● EXERCISE INSTRUCTIONS
Find every line below with the string "Cedros" and pick it out.

● DATA
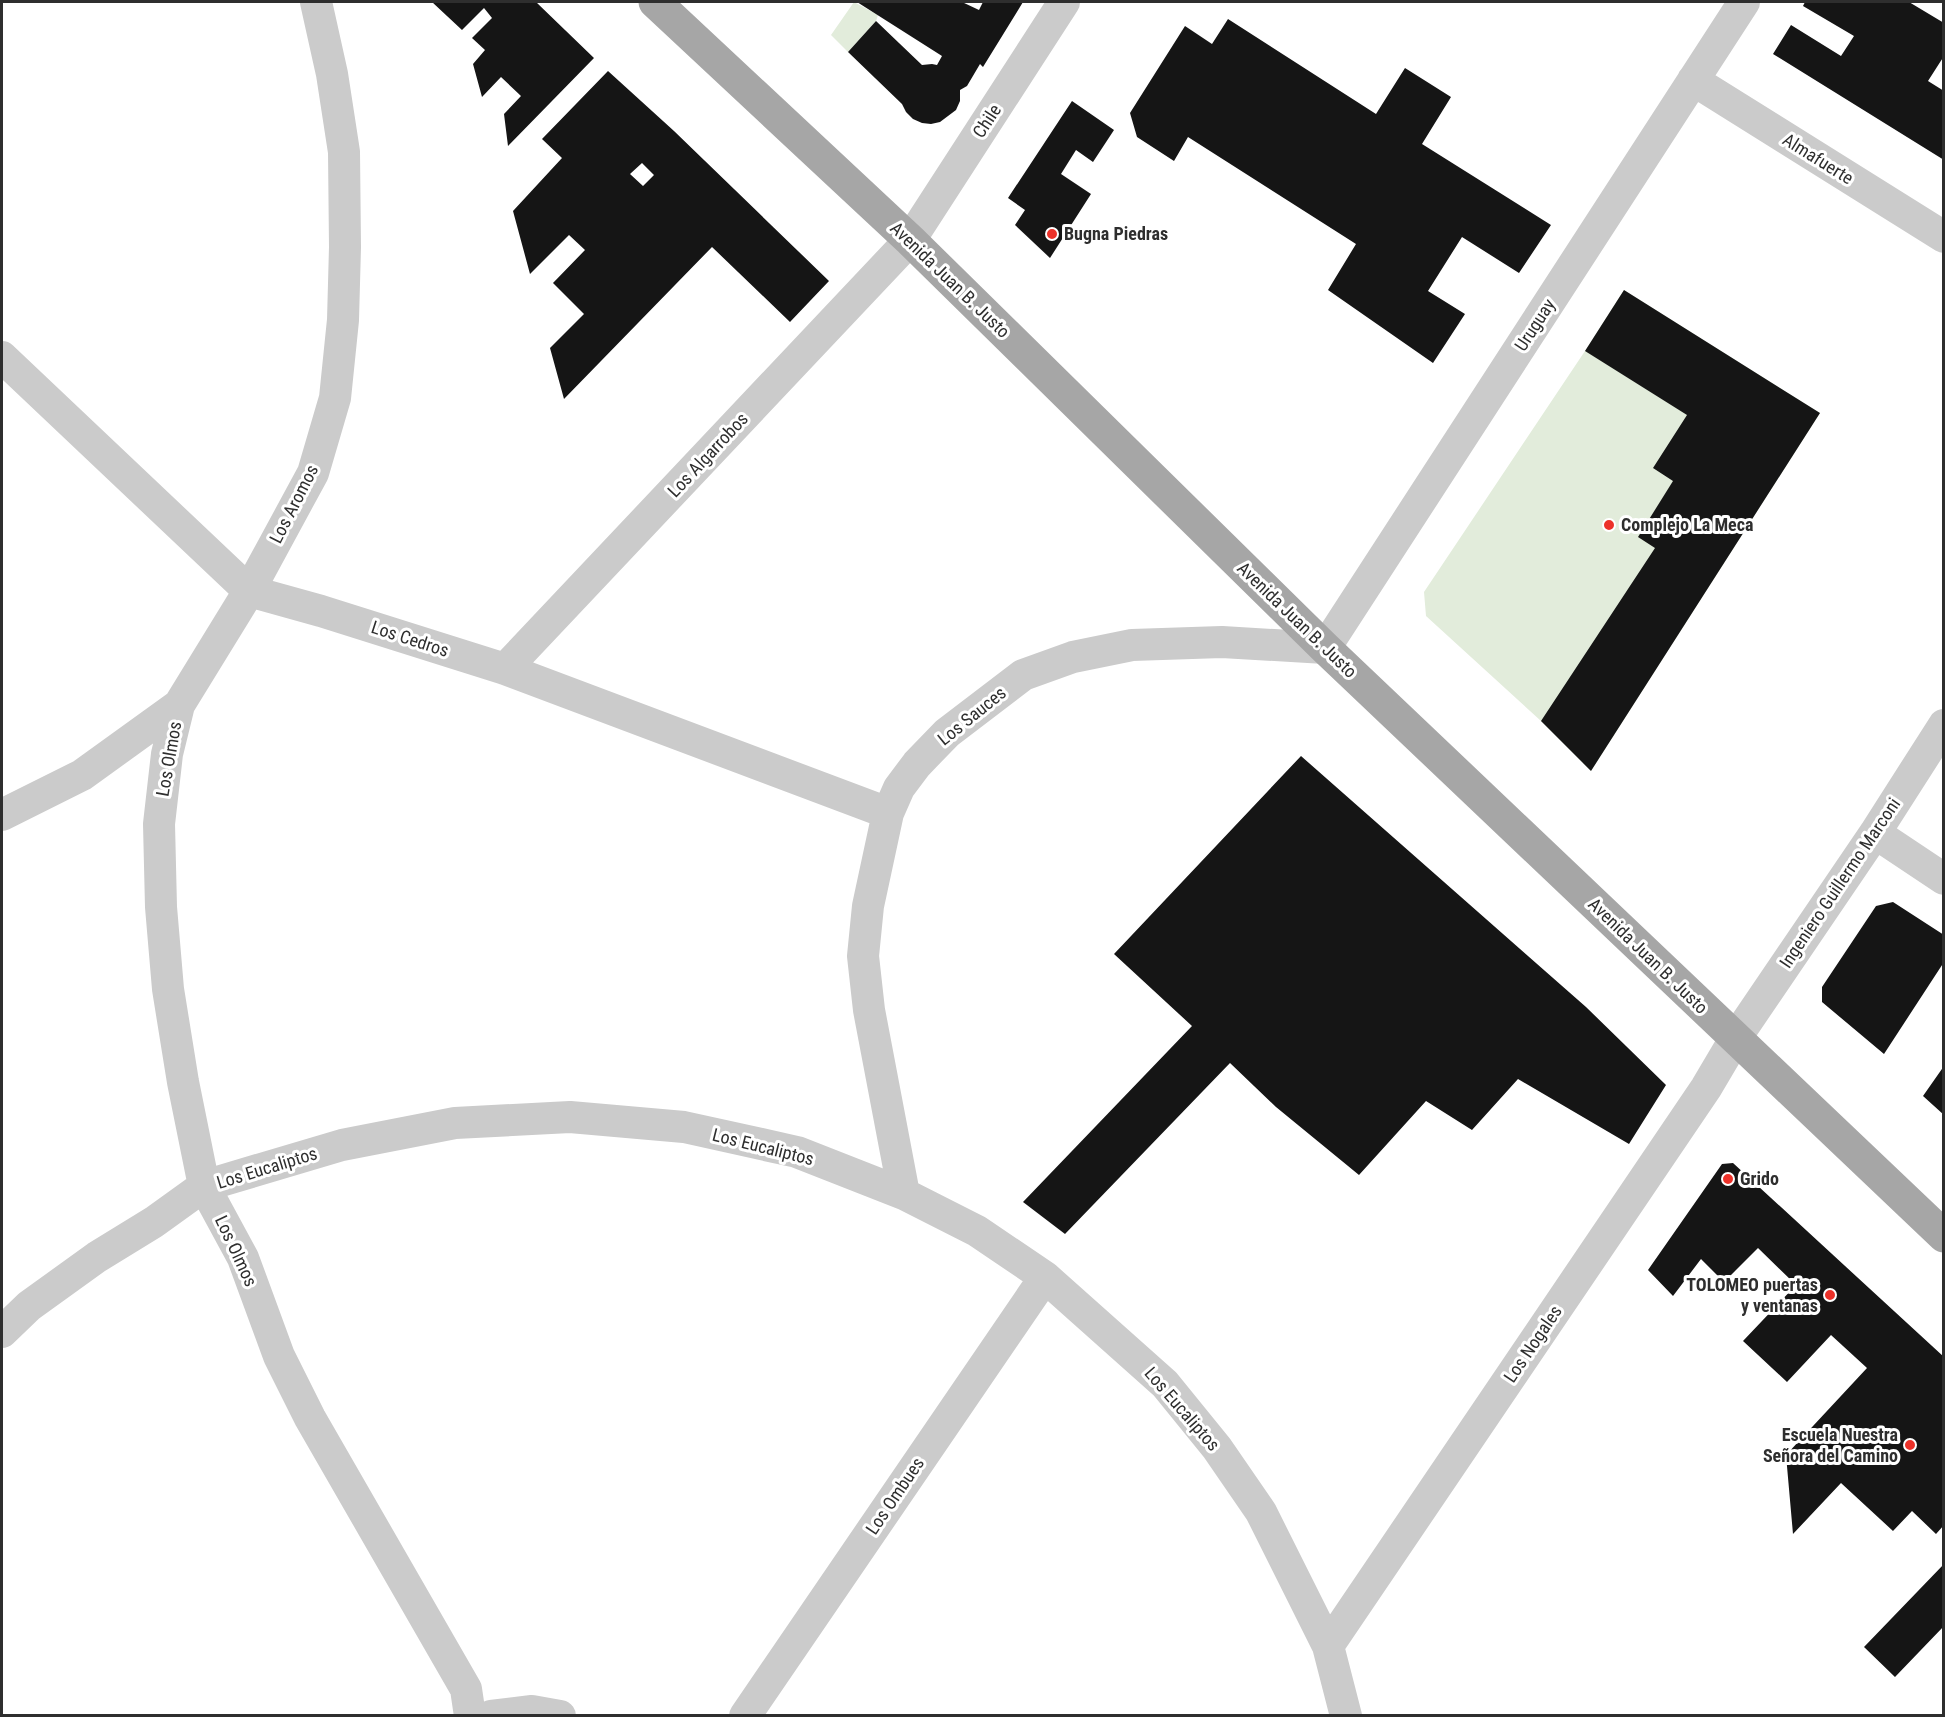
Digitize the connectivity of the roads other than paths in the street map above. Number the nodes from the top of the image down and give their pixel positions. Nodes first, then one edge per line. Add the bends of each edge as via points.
1 (316, 2) edge
2 (655, 2) edge
3 (1064, 2) edge
4 (1744, 2) edge
5 (1693, 80) junction
6 (1944, 237) edge
7 (910, 240) junction
8 (2, 357) edge
9 (249, 591) junction
10 (1325, 648) junction
11 (505, 669) junction
12 (179, 705) junction
13 (1944, 725) edge
14 (888, 813) junction
15 (2, 815) edge
16 (1875, 833) junction
17 (1944, 879) edge
18 (1735, 1039) junction
19 (204, 1186) junction
20 (904, 1194) junction
21 (1944, 1236) edge
22 (1045, 1277) junction
23 (2, 1332) edge
24 (1328, 1646) junction
25 (470, 1716) edge
26 (491, 1716) edge
27 (560, 1716) edge
28 (745, 1716) edge
29 (1346, 1716) edge

1 - 9 street, Los Aromos via 344,152 343,320 335,398 313,473
2 - 7 main road, Avenida Juan B. Justo
3 - 7 street, Chile
4 - 5 street, Uruguay
5 - 6 street, Almafuerte
5 - 10 street, Uruguay
7 - 10 main road, Avenida Juan B. Justo
7 - 11 street, Los Algarrobos
8 - 9 street, Los Cedros
9 - 11 street, Los Cedros
9 - 12 street, Los Aromos
10 - 14 street, Los Sauces via 1222,642 1131,645 1073,657 1023,675 947,733 899,788
10 - 18 main road, Avenida Juan B. Justo
11 - 14 street, Los Cedros
12 - 15 street, Los Aromos via 82,775
12 - 19 street, Los Olmos via 167,754 159,824 161,907 168,989
13 - 16 street, Ingeniero Guillermo Marconi
14 - 20 street, Los Sauces via 868,906 863,956 869,1011
16 - 17 street
16 - 18 street, Ingeniero Guillermo Marconi
18 - 21 main road, Avenida Juan B. Justo
18 - 24 street, Los Nogales via 1693,1108
19 - 20 street, Los Eucaliptos via 342,1145 444,1125 570,1117 684,1127 797,1152
19 - 23 street, Los Eucaliptos via 29,1306
19 - 25 street, Los Olmos via 243,1258 279,1356 299,1397 466,1689
20 - 22 street, Los Eucaliptos via 977,1231
22 - 24 street, Los Eucaliptos via 1165,1384 1217,1448 1261,1512
22 - 28 street, Los Ombues
24 - 29 street, Los Eucaliptos
26 - 27 street via 532,1711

● RESULT OF THE TASK
8 - 9 street, Los Cedros
9 - 11 street, Los Cedros
11 - 14 street, Los Cedros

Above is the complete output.